The matter of Chekwe's tenure as CEO of the CIU has been revisited this week in the local media with the publication of an article in the Antigua Observer warning against “juvenile temper tantrums” and backing calls for a hold on the CIP.

Chisanga Chekwe
“This is not a time for juvenile temper tantrums. Antigua and Barbuda has an opportunity here that can be advantageously exploited for the country’s benefit but before that can be done there must be humility and acknowledgment of past error.

“Unfortunately, there are people who simply are, maybe even congenitally, incapable of acknowledging error, that is what we may be dealing with here, but I’m not a psychiatrist, I can’t really help those people,” Chekwe told the Observer in an interview.

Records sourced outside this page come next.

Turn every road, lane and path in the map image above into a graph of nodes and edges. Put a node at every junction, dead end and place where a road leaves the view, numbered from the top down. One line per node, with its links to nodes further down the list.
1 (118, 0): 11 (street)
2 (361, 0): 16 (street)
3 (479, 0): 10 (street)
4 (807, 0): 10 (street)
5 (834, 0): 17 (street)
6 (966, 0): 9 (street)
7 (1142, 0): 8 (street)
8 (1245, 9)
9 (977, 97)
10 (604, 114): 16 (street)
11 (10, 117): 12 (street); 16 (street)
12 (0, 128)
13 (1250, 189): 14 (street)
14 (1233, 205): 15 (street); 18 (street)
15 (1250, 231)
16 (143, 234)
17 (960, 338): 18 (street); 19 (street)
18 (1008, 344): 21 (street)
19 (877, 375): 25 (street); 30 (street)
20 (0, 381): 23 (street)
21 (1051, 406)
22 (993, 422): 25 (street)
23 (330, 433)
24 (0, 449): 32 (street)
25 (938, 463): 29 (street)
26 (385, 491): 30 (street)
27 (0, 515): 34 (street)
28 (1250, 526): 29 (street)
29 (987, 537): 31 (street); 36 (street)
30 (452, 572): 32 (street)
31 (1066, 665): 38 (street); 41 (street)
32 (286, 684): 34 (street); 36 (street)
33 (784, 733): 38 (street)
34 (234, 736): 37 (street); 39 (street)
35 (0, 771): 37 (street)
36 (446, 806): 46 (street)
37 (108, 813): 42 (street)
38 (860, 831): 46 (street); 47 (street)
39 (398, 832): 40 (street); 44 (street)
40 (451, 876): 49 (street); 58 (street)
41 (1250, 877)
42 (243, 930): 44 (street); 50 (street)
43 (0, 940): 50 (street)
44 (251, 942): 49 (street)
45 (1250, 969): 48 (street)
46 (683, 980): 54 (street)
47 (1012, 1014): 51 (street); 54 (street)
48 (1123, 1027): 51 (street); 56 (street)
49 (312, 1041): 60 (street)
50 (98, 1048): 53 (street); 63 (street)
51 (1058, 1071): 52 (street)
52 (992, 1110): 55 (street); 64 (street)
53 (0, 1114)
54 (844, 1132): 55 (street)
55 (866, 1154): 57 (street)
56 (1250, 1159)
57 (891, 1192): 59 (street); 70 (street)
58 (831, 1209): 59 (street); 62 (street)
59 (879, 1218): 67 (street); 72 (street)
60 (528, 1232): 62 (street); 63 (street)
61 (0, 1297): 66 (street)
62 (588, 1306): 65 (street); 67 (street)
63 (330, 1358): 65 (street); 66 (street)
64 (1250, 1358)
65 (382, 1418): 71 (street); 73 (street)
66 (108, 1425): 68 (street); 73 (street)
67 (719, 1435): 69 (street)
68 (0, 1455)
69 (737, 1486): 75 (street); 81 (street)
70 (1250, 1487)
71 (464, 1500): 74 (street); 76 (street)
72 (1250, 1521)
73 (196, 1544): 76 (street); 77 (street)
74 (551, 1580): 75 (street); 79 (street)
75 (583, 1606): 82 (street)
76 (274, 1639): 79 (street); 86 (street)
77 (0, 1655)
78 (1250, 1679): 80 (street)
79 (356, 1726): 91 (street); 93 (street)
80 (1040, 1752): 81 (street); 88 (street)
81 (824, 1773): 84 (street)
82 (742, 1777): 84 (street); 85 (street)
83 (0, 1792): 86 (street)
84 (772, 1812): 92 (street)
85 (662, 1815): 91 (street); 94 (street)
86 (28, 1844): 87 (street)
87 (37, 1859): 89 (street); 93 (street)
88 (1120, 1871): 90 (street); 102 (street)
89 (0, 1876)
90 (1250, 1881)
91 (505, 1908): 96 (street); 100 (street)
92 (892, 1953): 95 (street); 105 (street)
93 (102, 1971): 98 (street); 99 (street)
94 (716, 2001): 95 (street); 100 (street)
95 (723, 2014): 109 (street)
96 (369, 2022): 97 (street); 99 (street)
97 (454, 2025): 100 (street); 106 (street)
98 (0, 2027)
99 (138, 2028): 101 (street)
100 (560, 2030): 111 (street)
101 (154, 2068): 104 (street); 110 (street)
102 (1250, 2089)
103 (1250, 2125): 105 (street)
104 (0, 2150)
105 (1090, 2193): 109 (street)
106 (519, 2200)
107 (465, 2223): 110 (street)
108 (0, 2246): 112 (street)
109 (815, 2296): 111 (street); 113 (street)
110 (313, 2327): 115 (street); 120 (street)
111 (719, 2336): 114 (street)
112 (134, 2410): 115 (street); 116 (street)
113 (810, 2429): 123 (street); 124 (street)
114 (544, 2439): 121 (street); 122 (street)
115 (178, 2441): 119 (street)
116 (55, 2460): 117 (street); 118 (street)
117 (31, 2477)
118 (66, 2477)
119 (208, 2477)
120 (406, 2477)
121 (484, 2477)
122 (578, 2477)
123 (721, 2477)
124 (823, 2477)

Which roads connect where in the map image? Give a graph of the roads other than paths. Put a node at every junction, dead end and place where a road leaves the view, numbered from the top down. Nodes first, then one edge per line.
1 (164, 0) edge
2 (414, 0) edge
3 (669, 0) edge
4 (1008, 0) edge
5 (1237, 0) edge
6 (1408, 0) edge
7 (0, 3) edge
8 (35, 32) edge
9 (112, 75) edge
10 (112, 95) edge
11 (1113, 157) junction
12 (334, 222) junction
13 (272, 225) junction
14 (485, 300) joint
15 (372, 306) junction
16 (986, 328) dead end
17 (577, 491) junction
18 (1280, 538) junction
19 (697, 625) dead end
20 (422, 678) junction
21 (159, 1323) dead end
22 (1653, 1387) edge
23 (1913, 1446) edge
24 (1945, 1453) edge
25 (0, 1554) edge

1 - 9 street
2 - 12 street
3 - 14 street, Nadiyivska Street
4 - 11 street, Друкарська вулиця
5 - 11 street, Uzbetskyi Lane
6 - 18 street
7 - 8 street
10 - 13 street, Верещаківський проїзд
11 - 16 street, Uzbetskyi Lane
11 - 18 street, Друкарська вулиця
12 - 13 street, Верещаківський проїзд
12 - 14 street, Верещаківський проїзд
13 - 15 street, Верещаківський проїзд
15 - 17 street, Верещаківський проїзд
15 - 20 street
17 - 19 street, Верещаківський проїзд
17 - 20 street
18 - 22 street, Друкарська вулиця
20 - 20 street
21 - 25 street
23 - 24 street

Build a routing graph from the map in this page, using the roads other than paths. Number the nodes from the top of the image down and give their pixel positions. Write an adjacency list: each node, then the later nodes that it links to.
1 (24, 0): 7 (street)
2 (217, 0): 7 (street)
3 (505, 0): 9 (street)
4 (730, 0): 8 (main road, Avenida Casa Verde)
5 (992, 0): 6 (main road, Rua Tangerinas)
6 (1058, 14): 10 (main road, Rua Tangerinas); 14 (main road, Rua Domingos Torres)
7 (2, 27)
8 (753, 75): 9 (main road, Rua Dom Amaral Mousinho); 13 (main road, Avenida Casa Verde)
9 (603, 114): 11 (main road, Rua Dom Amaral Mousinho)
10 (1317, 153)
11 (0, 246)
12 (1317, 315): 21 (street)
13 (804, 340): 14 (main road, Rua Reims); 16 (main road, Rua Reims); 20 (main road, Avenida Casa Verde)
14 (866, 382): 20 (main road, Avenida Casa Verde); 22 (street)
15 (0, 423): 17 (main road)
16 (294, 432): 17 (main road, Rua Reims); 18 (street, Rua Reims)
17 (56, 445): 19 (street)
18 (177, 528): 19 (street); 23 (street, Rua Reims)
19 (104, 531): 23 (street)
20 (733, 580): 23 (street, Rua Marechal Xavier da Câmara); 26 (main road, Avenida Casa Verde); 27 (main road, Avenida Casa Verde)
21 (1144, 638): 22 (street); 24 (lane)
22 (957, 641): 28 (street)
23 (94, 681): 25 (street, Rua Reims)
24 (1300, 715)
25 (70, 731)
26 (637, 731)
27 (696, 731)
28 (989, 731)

Strangely, Chekwe suggested that it was a mistake for Antigua and Barbuda to challenge the widely discredited International Narcotics Control Strategy Report (INCSR) published by the US State Department earlier this year, which contains numerous flaws and fabrications in relation to Antigua and Barbuda in particular and the Eastern Caribbean in particular.

While Antigua and Barbuda was the first to draw attention to the report's deficiencies, Barbados and St Kitts and Nevis have since added to the criticisms of the US assessment.

One of the false allegations made against Antigua and Barbuda in the report was that of inadequate due diligence in relation to its CIP. However, it was subsequently revealed that the US in fact assisted with such due diligence when, following criticism of the report, the US embassy in Bridgetown announced that it was withdrawing such assistance -- apparently in retaliation.

When asked about the withdrawal of US due diligence support for the CIU, Chekwe told the Observer, “Frankly I don’t think it’s helpful to talk about that, all I can say is when people decide to do you a favour you do not undermine them in the most unseemly and public way.”

Chekwe was apparently not asked why he encouraged passivity and silence in the face of a false report instead of confronting the flaws.